Brenda Josephson, a tax accountant who spent three of the past four years as the school board’s treasurer, said the change is making more work for teachers and administrators up front, but it will provide a more accurate picture of district spending, and allow for better decisions by the board.

“We have unlimited needs and limited resources, so a budget is something that you have to manage (tightly)… When we have the budget, you should be able to drill down and say, ‘We have $32,000 for this purpose. What are those items?’” Josephson said in a recent interview.

The starting budget for the district last spring was based on a budget from 2013, a model Josephson called “historical-based budgeting.” At one committee meeting, school business manager Judy Erekson cut about $250,000 from the budget during a brief session. To Josephson, that was alarming.

“If (Erekson) can magically cut $250,000, just like that, what did the first numbers mean? It didn’t mean anything to me,” Josephson said. Part of the issue, she said, was that former superintendent Michael Byer, who had announced his resignation, had become disengaged, but there were other issues, including adjusting the budget for actual expenses during the year.

Longtime teacher Patty Brown said she was “perplexed” by the district’s previous method of budgeting, that she described as reactive instead of proactive.

“You’d find out money was being appropriated or decisions were being made shooting from the hip,” Brown said. She said “front-loading” the budget is making more work for teachers– which is a concern – but she thinks it will pay off. “I appreciate that (superintendent) Ginger (Jewell) is going to the source. (The budget) is understandable if we have a framework all along.”
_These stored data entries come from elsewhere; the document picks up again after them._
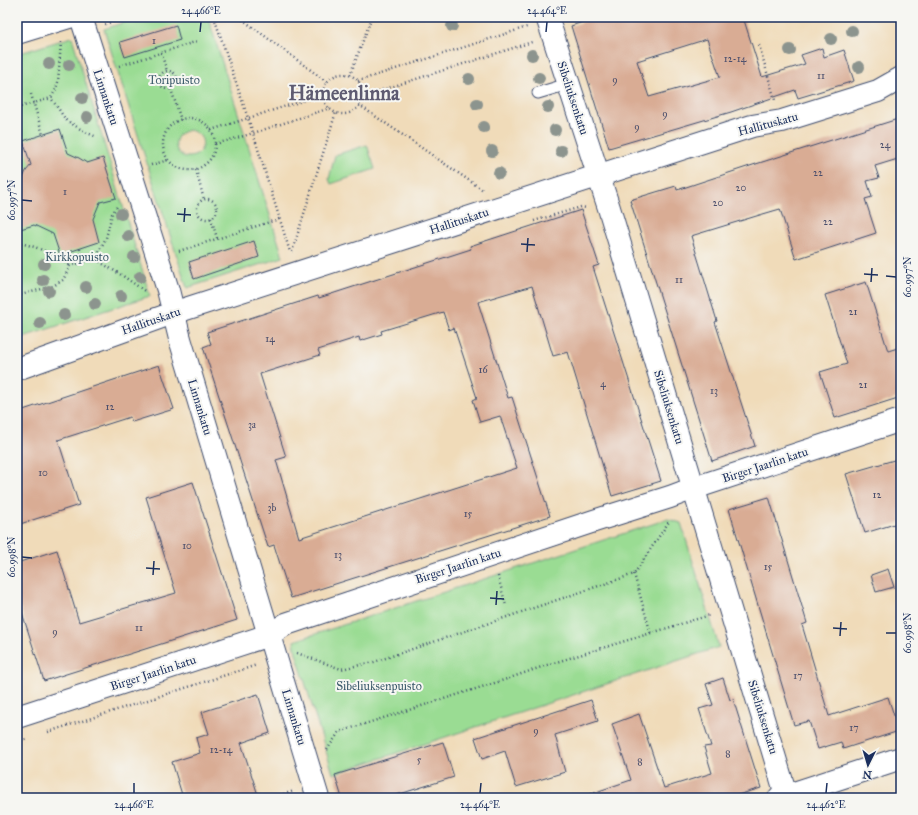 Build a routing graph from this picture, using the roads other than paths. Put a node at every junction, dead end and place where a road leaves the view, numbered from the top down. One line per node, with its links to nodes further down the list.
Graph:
1 (69, 17): 4 (street)
2 (81, 17): 9 (street, Linnankatu)
3 (538, 22): 6 (street, Sibeliuksenkatu)
4 (17, 33)
5 (901, 78): 8 (street, Hallituskatu)
6 (568, 84): 7 (lane); 8 (street, Sibeliuksenkatu)
7 (538, 93)
8 (599, 176): 9 (street, Hallituskatu); 12 (street, Sibeliuksenkatu)
9 (173, 313): 10 (street, Hallituskatu); 13 (street, Linnankatu)
10 (17, 369)
11 (901, 420): 12 (street, Birger Jaarlin katu)
12 (694, 488): 13 (street, Birger Jaarlin katu); 17 (street, Sibeliuksenkatu)
13 (269, 635): 14 (street, Birger Jaarlin katu); 16 (street, Linnankatu)
14 (17, 717)
15 (901, 758): 17 (street)
16 (309, 794)
17 (785, 797)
Lisa Schwartz, who joined the school board a year ago, said she was surprised that the budgeting process at the school last year wasn’t as clear as it was at other community groups she has been involved in. “I want to understand the budget. More of a forward-looking budget style makes more sense to me, to know where our money is, and how much we have to spend, so we don’t overspend or underspend. Maybe the way (budgeting) was done worked on some level, but it didn’t work on others.”

As the school budget tightens, it’s critical for board members to have that information, Schwartz said. “To know if changes that we make are sustainable, we have to know what’s in the budget. If we spend it one place, we can’t spend it somewhere else.”